Example 71.6 Comparing Two Survival Curves

You are consulting for a clinical research group planning a trial to compare survival rates for proposed and standard cancer treatments. The planned data analysis is a log-rank test to nonparametrically compare the overall survival curves for the two treatments. Your goal is to determine an appropriate sample size to achieve a power of 0.8 for a two-sided test with $\alpha $ = 0.05 by using a balanced design.

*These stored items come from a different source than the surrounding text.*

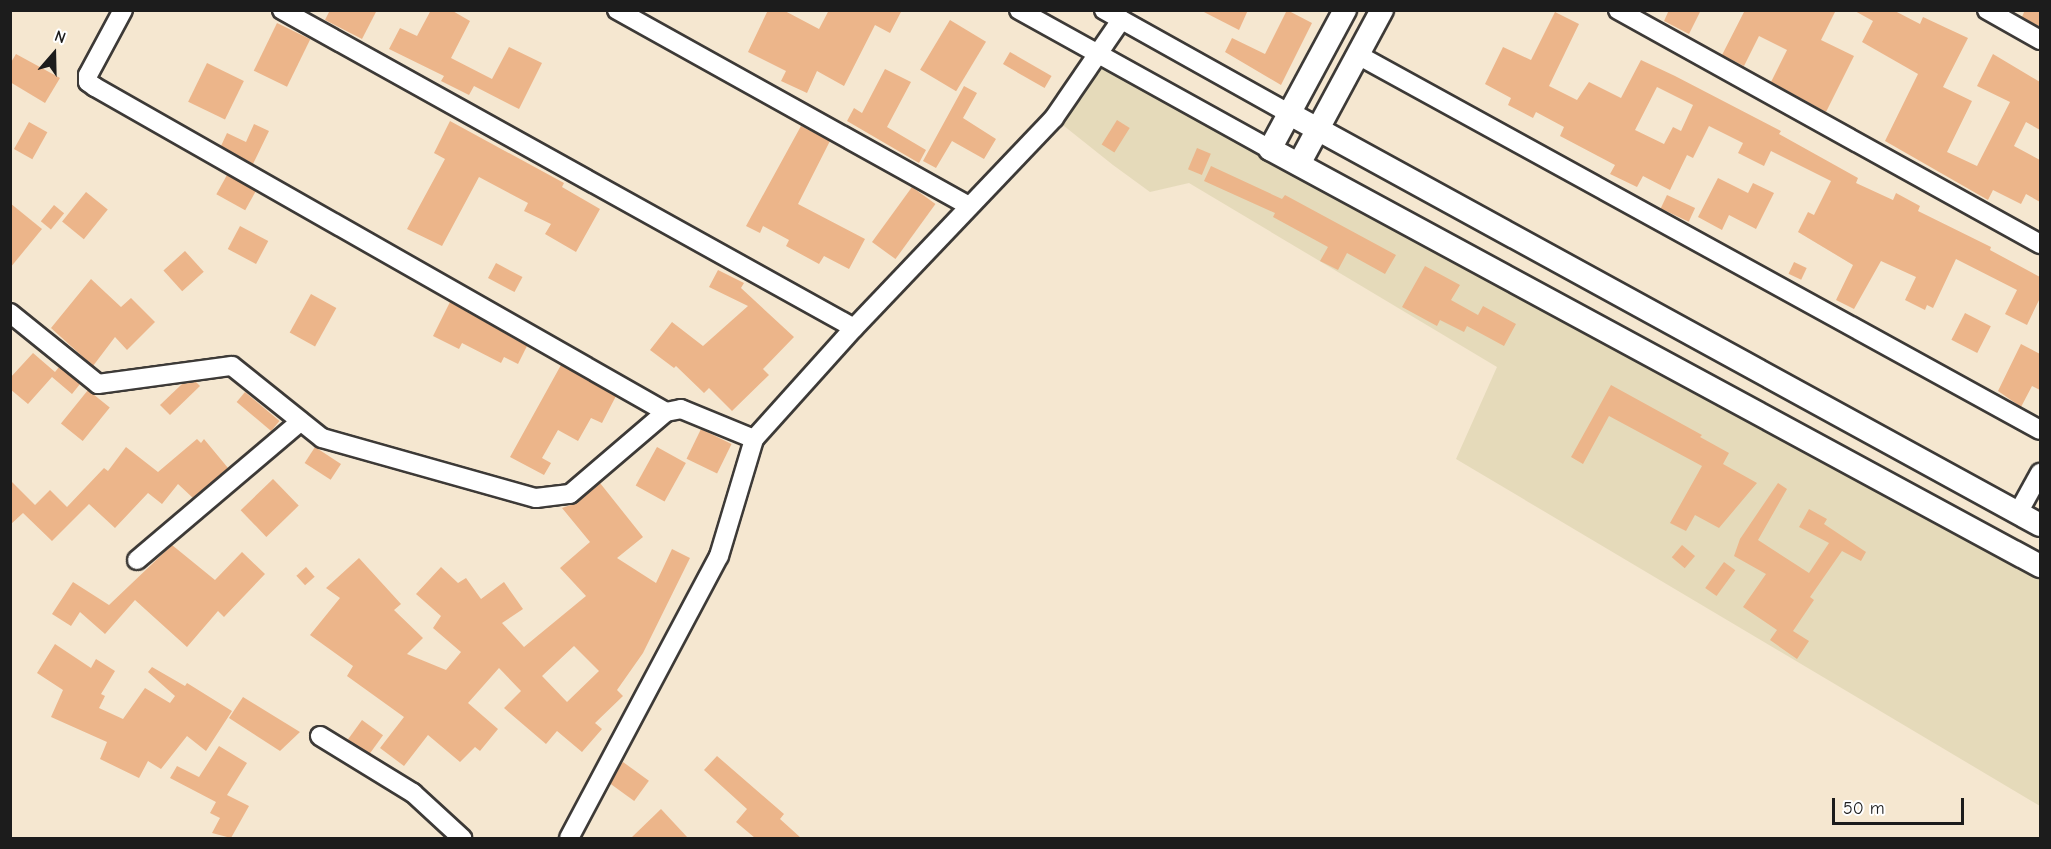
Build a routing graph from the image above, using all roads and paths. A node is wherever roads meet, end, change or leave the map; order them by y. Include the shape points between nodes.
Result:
1 (123, 10) edge
2 (282, 10) edge
3 (617, 10) edge
4 (1019, 10) edge
5 (1104, 10) edge
6 (1345, 10) edge
7 (1382, 10) edge
8 (1618, 10) edge
9 (1987, 10) edge
10 (1121, 20) junction
11 (2040, 40) edge
12 (1100, 55) junction
13 (1358, 55) junction
14 (1290, 114) junction
15 (1317, 128) junction
16 (1270, 149) junction
17 (1299, 164) junction
18 (969, 206) junction
19 (2040, 244) edge
20 (10, 313) edge
21 (854, 328) junction
22 (666, 412) junction
23 (300, 422) junction
24 (2040, 430) edge
25 (754, 439) junction
26 (2040, 473) edge
27 (2018, 513) junction
28 (2040, 525) edge
29 (137, 560) dead end
30 (2040, 566) edge
31 (320, 736) dead end
32 (462, 838) edge
33 (569, 838) edge

1 - 22 street via 88,75 88,82
2 - 21 street
3 - 18 street
4 - 12 street
5 - 10 street
6 - 14 street
7 - 13 street
8 - 19 street
9 - 11 street
10 - 12 street
10 - 14 street
12 - 16 street
12 - 18 street via 1054,118
13 - 15 street
13 - 24 street
14 - 15 street
14 - 16 street
15 - 17 street
15 - 27 street
16 - 17 street
17 - 30 street
18 - 21 street
20 - 23 street via 98,384 232,366
21 - 25 street
22 - 23 street via 570,494 537,498 322,438
22 - 25 street via 681,409
23 - 29 street
25 - 33 street via 719,556
26 - 27 street
27 - 28 street
31 - 32 street via 413,793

The survival curve for patients on the standard treatment is well known to be approximately exponential with a median survival time of five years. The research group conjectures that the new proposed treatment will yield a (nonexponential) survival curve similar to the dashed line in Output 71.6.1.

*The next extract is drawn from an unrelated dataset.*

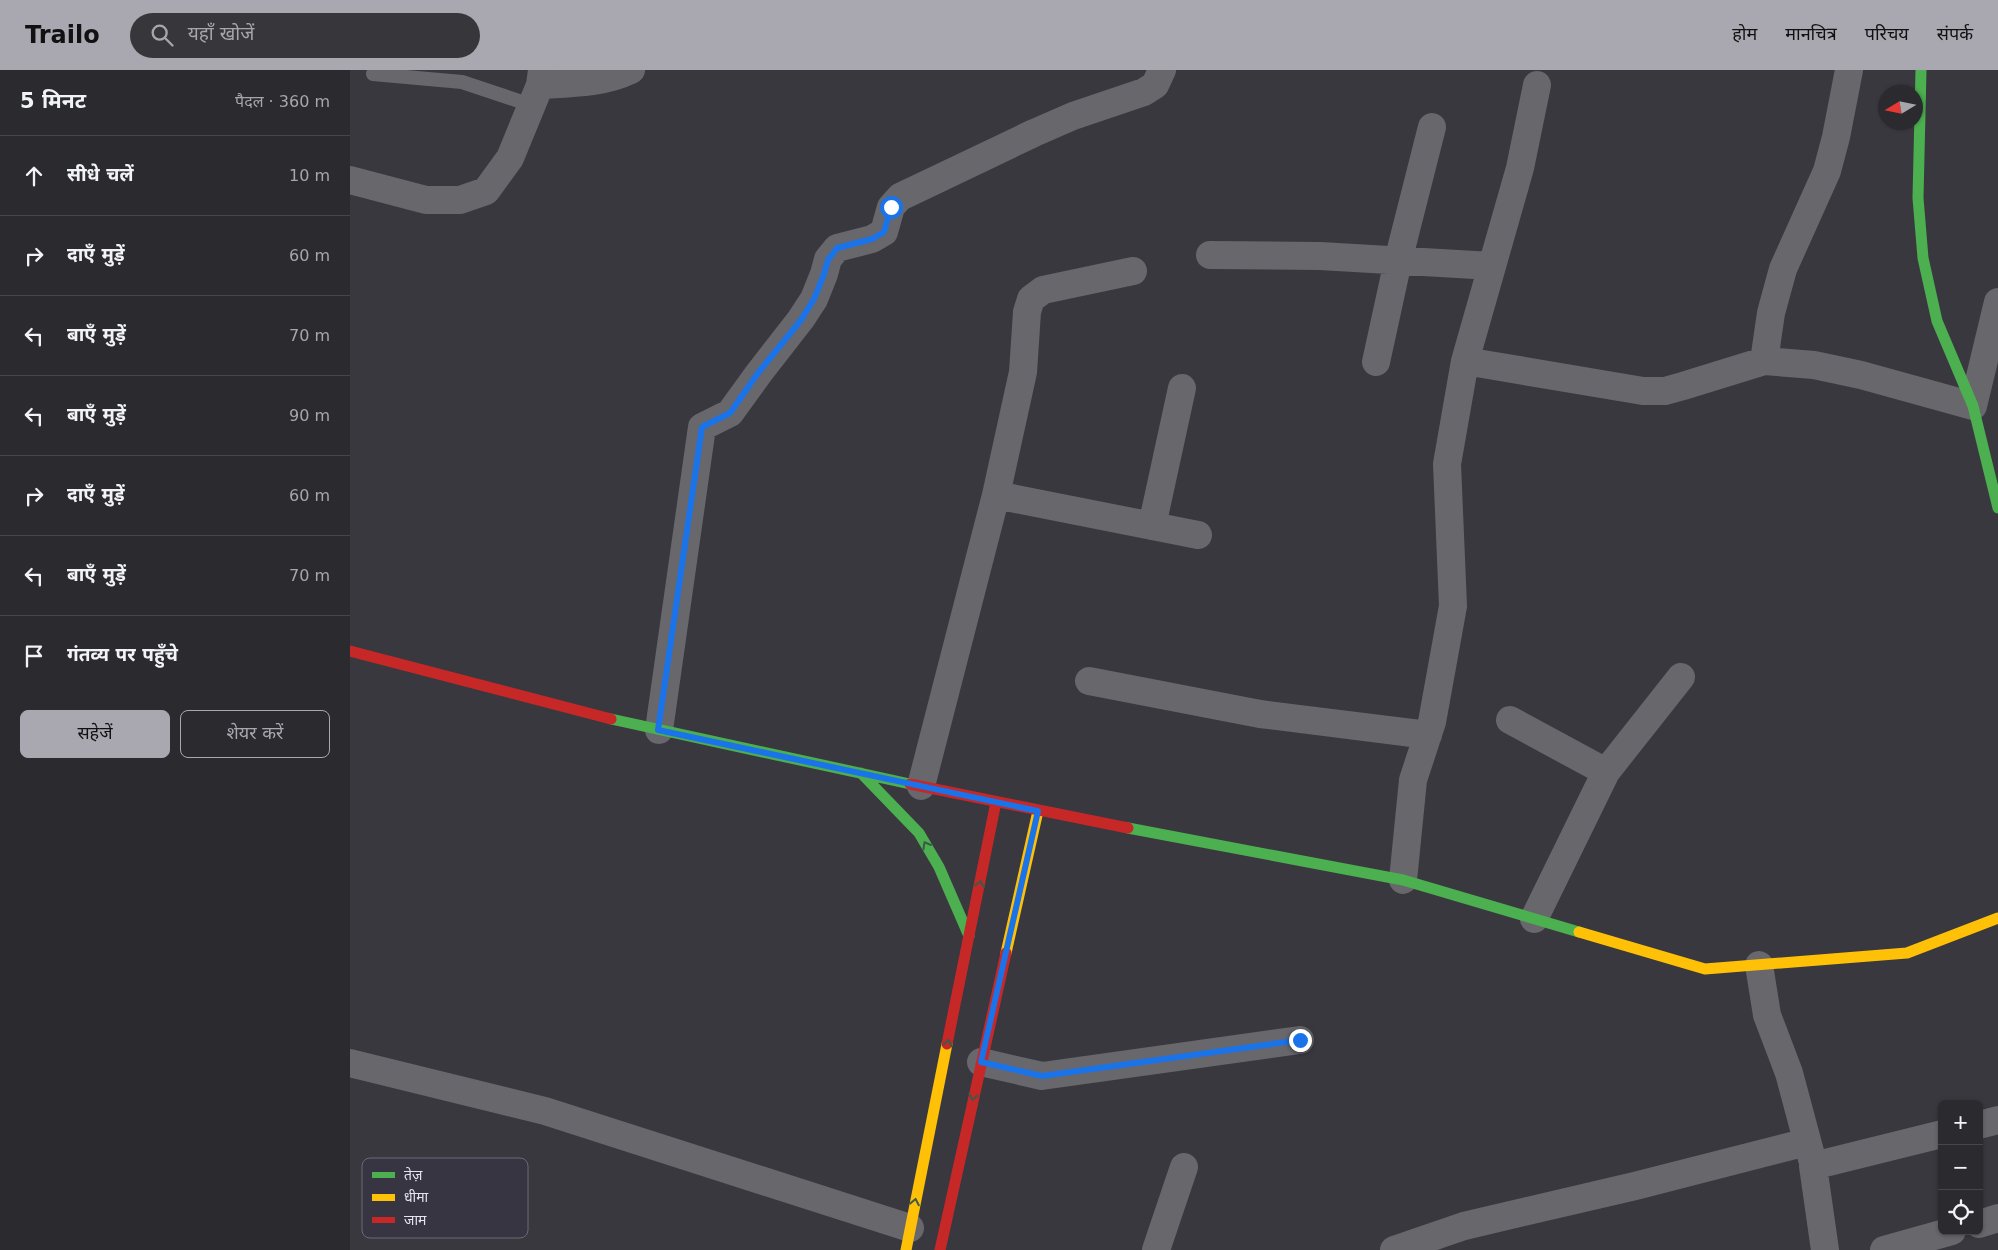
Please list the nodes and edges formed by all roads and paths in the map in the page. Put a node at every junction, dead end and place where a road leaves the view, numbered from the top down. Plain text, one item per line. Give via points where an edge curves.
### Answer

Patients will be accrued uniformly over two years and then followed for an additional three years past the accrual period. Some loss to follow-up is expected, with roughly exponential rates that would result in about 50% loss with the standard treatment within 10 years. The loss to follow-up with the proposed treatment is more difficult to predict, but 50% loss would be expected to occur sometime between years 5 and 20.

Output 71.6.1: Survival Curves

Survival Curves


Use the TWOSAMPLESURVIVAL statement with the TEST=LOGRANK option to compute the required sample size for the log-rank test. The following statements perform the analysis:

proc power;
   twosamplesurvival test=logrank
      curve("Standard") = 5 : 0.5
      curve("Proposed") = (1 to 5 by 1):(0.95 0.9 0.75 0.7 0.6)
      groupsurvival = "Standard" | "Proposed"
      accrualtime = 2
      followuptime = 3
      groupmedlosstimes = 10 | 20 5
      power = 0.8
      npergroup = .;
run;

The CURVE= option defines the two survival curves. The Standard curve has only one point, specifying an exponential form with a survival probability of 0.5 at year 5. The Proposed curve is a piecewise linear curve defined by the five points shown in Output 71.6.1. The GROUPSURVIVAL= option assigns the survival curves to the two groups, and the ACCRUALTIME= and FOLLOWUPTIME= options specify the accrual and follow-up times. The GROUPMEDLOSSTIMES= option specifies the years at which 50% loss is expected to occur. The POWER= option specifies the target power, and the NPERGROUP=. option identifies sample size per group as the parameter to compute. Default values for the SIDES= and ALPHA= options specify a two-sided test with $\alpha $ = 0.05.

Output 71.6.2 shows the results.

Output 71.6.2: Sample Size Determination for Log-Rank Test

The POWER Procedure
Log-Rank Test for Two Survival Curves

Fixed Scenario Elements
Method Lakatos normal approximation
Accrual Time 2
Follow-up Time 3
Group 1 Survival Curve Standard
Form of Survival Curve 1 Exponential
Group 2 Survival Curve Proposed
Form of Survival Curve 2 Piecewise Linear
Group 1 Median Loss Time 10
Nominal Power 0.8
Number of Sides 2
Number of Time Sub-Intervals 12
Alpha 0.05

Computed N Per Group
Index Median Loss
Time 2
Actual Power N Per Group
1 20 0.800 228
2 5 0.801 234


The required sample size per group to achieve a power of 0.8 is 228 if the median loss time is 20 years for the proposed treatment. Only six more patients are required in each group if the median loss time is as short as five years.